In many ways, Aaron Panone, BEET ’08, is his own best customer. His company, Cuppow, and its first product of the same name—a drinking lid adaptor—grew out of a simple, personal need: to find a better way to drink out of mason jars.

“We always drank out of jars,” Panone says of he and his business partner, Joshua Resnikoff. “It wasn’t like ‘Hey, this is an opportunity for us to make some money,’ it was more like ‘Hey, this would be great if this existed for us.’”

Resnikoff and his wife approached Panone with the basic idea for the drinking lid in 2011. Initially, Panone admits, he thought it was a silly concept. After graduating from Wentworth he’d been doing contract work full time, designing products like medical devices for hospitals.

Entrepreneur1-0497He realized, however, that he couldn’t really look at the two types of design projects in the same way.

“When you go from designing tools for a shoulder surgery to something like this, you can’t really compare the two,” he says.

Panone immediately had some ideas about how the drinking lid adaptor could work, and after going back and forth on a few concepts, he and Resnikoff settled on injection-molded plastics as the material to work with, and took measures to make sure the plastic was food-safe, heat-safe and leak-proof.
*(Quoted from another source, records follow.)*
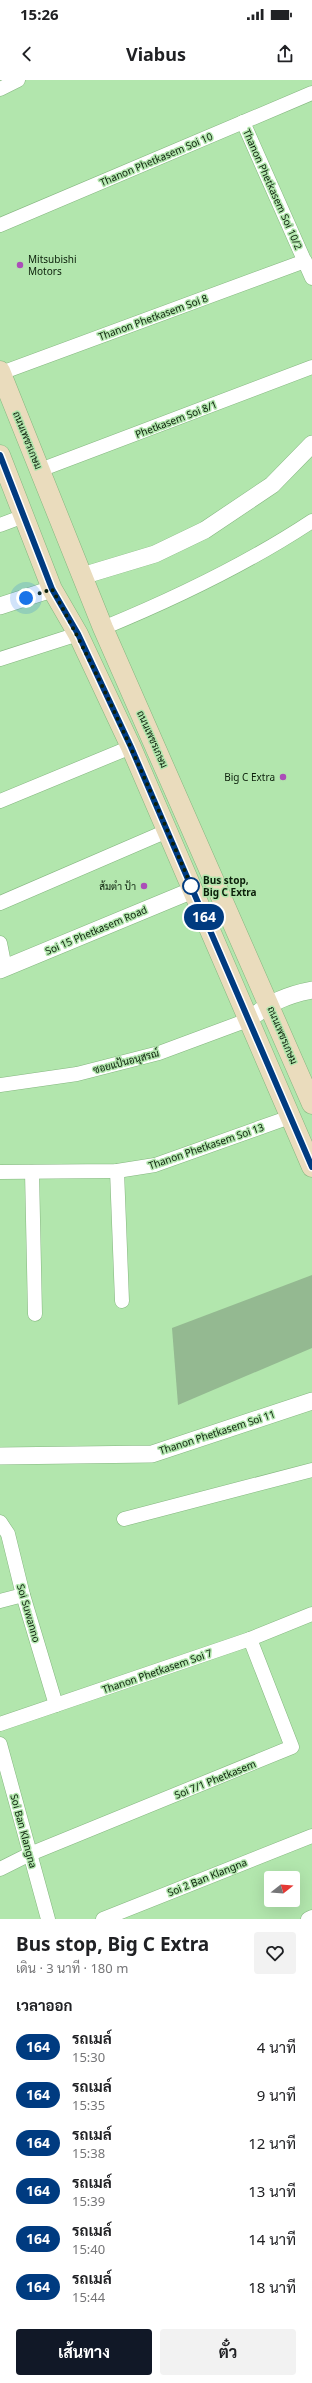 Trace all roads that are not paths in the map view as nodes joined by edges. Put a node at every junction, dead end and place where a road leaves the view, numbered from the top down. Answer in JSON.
{"nodes":[{"id":1,"x":18,"y":80,"type":"edge"},
{"id":2,"x":0,"y":89,"type":"edge"},
{"id":3,"x":312,"y":93,"type":"edge"},
{"id":4,"x":243,"y":122,"type":"junction"},
{"id":5,"x":0,"y":225,"type":"edge"},
{"id":6,"x":304,"y":261,"type":"junction"},
{"id":7,"x":312,"y":278,"type":"edge"},
{"id":8,"x":312,"y":368,"type":"edge"},
{"id":9,"x":0,"y":372,"type":"edge"},
{"id":10,"x":312,"y":444,"type":"edge"},
{"id":11,"x":0,"y":455,"type":"edge"},
{"id":12,"x":40,"y":470,"type":"junction"},
{"id":13,"x":24,"y":516,"type":"junction"},
{"id":14,"x":312,"y":521,"type":"edge"},
{"id":15,"x":0,"y":525,"type":"edge"},
{"id":16,"x":82,"y":576,"type":"junction"},
{"id":17,"x":52,"y":589,"type":"junction"},
{"id":18,"x":0,"y":606,"type":"edge"},
{"id":19,"x":103,"y":628,"type":"junction"},
{"id":20,"x":78,"y":634,"type":"junction"},
{"id":21,"x":0,"y":658,"type":"edge"},
{"id":22,"x":131,"y":747,"type":"junction"},
{"id":23,"x":0,"y":800,"type":"edge"},
{"id":24,"x":168,"y":831,"type":"junction"},
{"id":25,"x":193,"y":890,"type":"junction"},
{"id":26,"x":0,"y":903,"type":"edge"},
{"id":27,"x":0,"y":943,"type":"edge"},
{"id":28,"x":3,"y":969,"type":"edge"},
{"id":29,"x":312,"y":990,"type":"edge"},
{"id":30,"x":269,"y":1003,"type":"junction"},
{"id":31,"x":248,"y":1020,"type":"junction"},
{"id":32,"x":0,"y":1085,"type":"edge"},
{"id":33,"x":312,"y":1104,"type":"edge"},
{"id":34,"x":290,"y":1117,"type":"junction"},
{"id":35,"x":312,"y":1167,"type":"edge"},
{"id":36,"x":117,"y":1171,"type":"junction"},
{"id":37,"x":0,"y":1172,"type":"edge"},
{"id":38,"x":32,"y":1172,"type":"junction"},
{"id":39,"x":122,"y":1301,"type":"dead end"},
{"id":40,"x":35,"y":1314,"type":"dead end"},
{"id":41,"x":312,"y":1401,"type":"edge"},
{"id":42,"x":0,"y":1456,"type":"edge"},
{"id":43,"x":312,"y":1470,"type":"edge"},
{"id":44,"x":124,"y":1519,"type":"dead end"},
{"id":45,"x":0,"y":1522,"type":"edge"},
{"id":46,"x":23,"y":1595,"type":"junction"},
{"id":47,"x":0,"y":1601,"type":"edge"},
{"id":48,"x":312,"y":1614,"type":"edge"},
{"id":49,"x":250,"y":1639,"type":"junction"},
{"id":50,"x":56,"y":1705,"type":"junction"},
{"id":51,"x":0,"y":1724,"type":"edge"},
{"id":52,"x":0,"y":1744,"type":"edge"},
{"id":53,"x":312,"y":1836,"type":"edge"},
{"id":54,"x":30,"y":1854,"type":"junction"},
{"id":55,"x":0,"y":1869,"type":"edge"},
{"id":56,"x":312,"y":1918,"type":"edge"},
{"id":57,"x":48,"y":1919,"type":"edge"},
{"id":58,"x":103,"y":1919,"type":"edge"},
{"id":59,"x":308,"y":1919,"type":"edge"}],
"edges":[{"from":1,"to":2,"type":"street"},
{"from":3,"to":4,"type":"street","name":"Thanon Phetkasem Soi 10"},
{"from":4,"to":5,"type":"street","name":"Thanon Phetkasem Soi 10"},
{"from":4,"to":6,"type":"street","name":"Thanon Phetkasem Soi 10/2"},
{"from":6,"to":7,"type":"street","name":"Thanon Phetkasem Soi 10/2"},
{"from":6,"to":9,"type":"street","name":"Thanon Phetkasem Soi 8"},
{"from":8,"to":12,"type":"street","name":"Phetkasem Soi 8/1"},
{"from":9,"to":12,"type":"main road","name":"ถนนเพชรเกษม"},
{"from":10,"to":16,"type":"street"},
{"from":11,"to":13,"type":"main road"},
{"from":12,"to":16,"type":"main road","name":"ถนนเพชรเกษม"},
{"from":13,"to":15,"type":"street"},
{"from":13,"to":17,"type":"main road"},
{"from":14,"to":19,"type":"street"},
{"from":16,"to":19,"type":"main road","name":"ถนนเพชรเกษม"},
{"from":17,"to":18,"type":"street"},
{"from":17,"to":20,"type":"main road"},
{"from":19,"to":30,"type":"main road","name":"ถนนเพชรเกษม"},
{"from":20,"to":21,"type":"street"},
{"from":20,"to":22,"type":"main road"},
{"from":22,"to":23,"type":"street"},
{"from":22,"to":24,"type":"main road"},
{"from":24,"to":25,"type":"main road"},
{"from":24,"to":26,"type":"street"},
{"from":25,"to":28,"type":"street","name":"Soi 15 Phetkasem Road"},
{"from":25,"to":31,"type":"main road"},
{"from":27,"to":28,"type":"street"},
{"from":29,"to":30,"type":"street"},
{"from":30,"to":31,"type":"street"},
{"from":30,"to":33,"type":"main road","name":"ถนนเพชรเกษม"},
{"from":31,"to":32,"type":"street","name":"ซอยแป้นอนุสรณ์"},
{"from":31,"to":34,"type":"main road"},
{"from":34,"to":35,"type":"main road"},
{"from":34,"to":36,"type":"street","name":"Thanon Phetkasem Soi 13"},
{"from":36,"to":38,"type":"street","name":"Thanon Phetkasem Soi 13"},
{"from":36,"to":39,"type":"street"},
{"from":37,"to":38,"type":"street","name":"Thanon Phetkasem Soi 13"},
{"from":38,"to":40,"type":"street"},
{"from":41,"to":42,"type":"street","name":"Thanon Phetkasem Soi 11"},
{"from":43,"to":44,"type":"street"},
{"from":45,"to":46,"type":"street","name":"Soi Suwanno"},
{"from":46,"to":47,"type":"street"},
{"from":46,"to":50,"type":"street","name":"Soi Suwanno"},
{"from":48,"to":49,"type":"street","name":"Thanon Phetkasem Soi 7"},
{"from":49,"to":50,"type":"street","name":"Thanon Phetkasem Soi 7"},
{"from":49,"to":54,"type":"street","name":"Soi 7/1 Phetkasem"},
{"from":50,"to":51,"type":"street","name":"Thanon Phetkasem Soi 7"},
{"from":52,"to":54,"type":"street","name":"Soi Ban Klangna"},
{"from":53,"to":58,"type":"street","name":"Soi 2 Ban Klangna"},
{"from":54,"to":55,"type":"street"},
{"from":54,"to":57,"type":"street","name":"Soi Ban Klangna"},
{"from":56,"to":59,"type":"street"}]}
They recruited other small businesses that, like Cuppow, are based out of Fringe, a multidisciplinary workspace in Somerville, Mass., to help with graphic design, web design, packaging, printing, and photography.

As they obtained patents and trademarks, they also established a business philosophy—one that included a heavy emphasis on sustainability and on giving. Panone says that, since neither he nor Resnikoff were working at Cuppow full-time, they were able to make some choices that perhaps other business owners feel they can’t.

“We both had jobs, so we were like, ‘Let’s just do things the way we want to do them. We’re going to give to charity and everything’s going to be made in the USA.’ We didn’t want to spare anything on any aspect of the company,’” Panone says. “Which probably wouldn’t have been very sustainable if we were trying to live off of it, but since we weren’t, it was fine.”

With no venture capital behind them— Panone and Resnikoff had each put in about $1,000—they released their first run of 500 lid adaptors on January 10, 2012. That initial batch sold out in 72 hours.

Now in its third year, Cuppow has an additional offering called BNTO (ben-toh), an insert that divides canning jars into compartments for easier food transport. The products are available in about 1,300 retail stores and online, and Panone says the brand has seen about 30 percent growth each year. They’ve sold a couple hundred thousand units, and last year, they donated $20,000 to charity.

Panone and Resnikoff are now also leveraging their supply-chain influence and network to essentially become the U.S. distributor for other small companies.

Panone says he uses Cuppow every day as he works on a combination of Cuppow-related business, contract work and personal design projects, including bicycle components and eyewear. He credits his Wentworth education with giving him the tools and hands-on experience to carve out his own path in the industry.

“I’ve been able to continue to do things my own way,” he says. “It’s not this super glamorous thing. But I’m making ends meet, and I don’t have to do the things people told me I had to do to get paid.”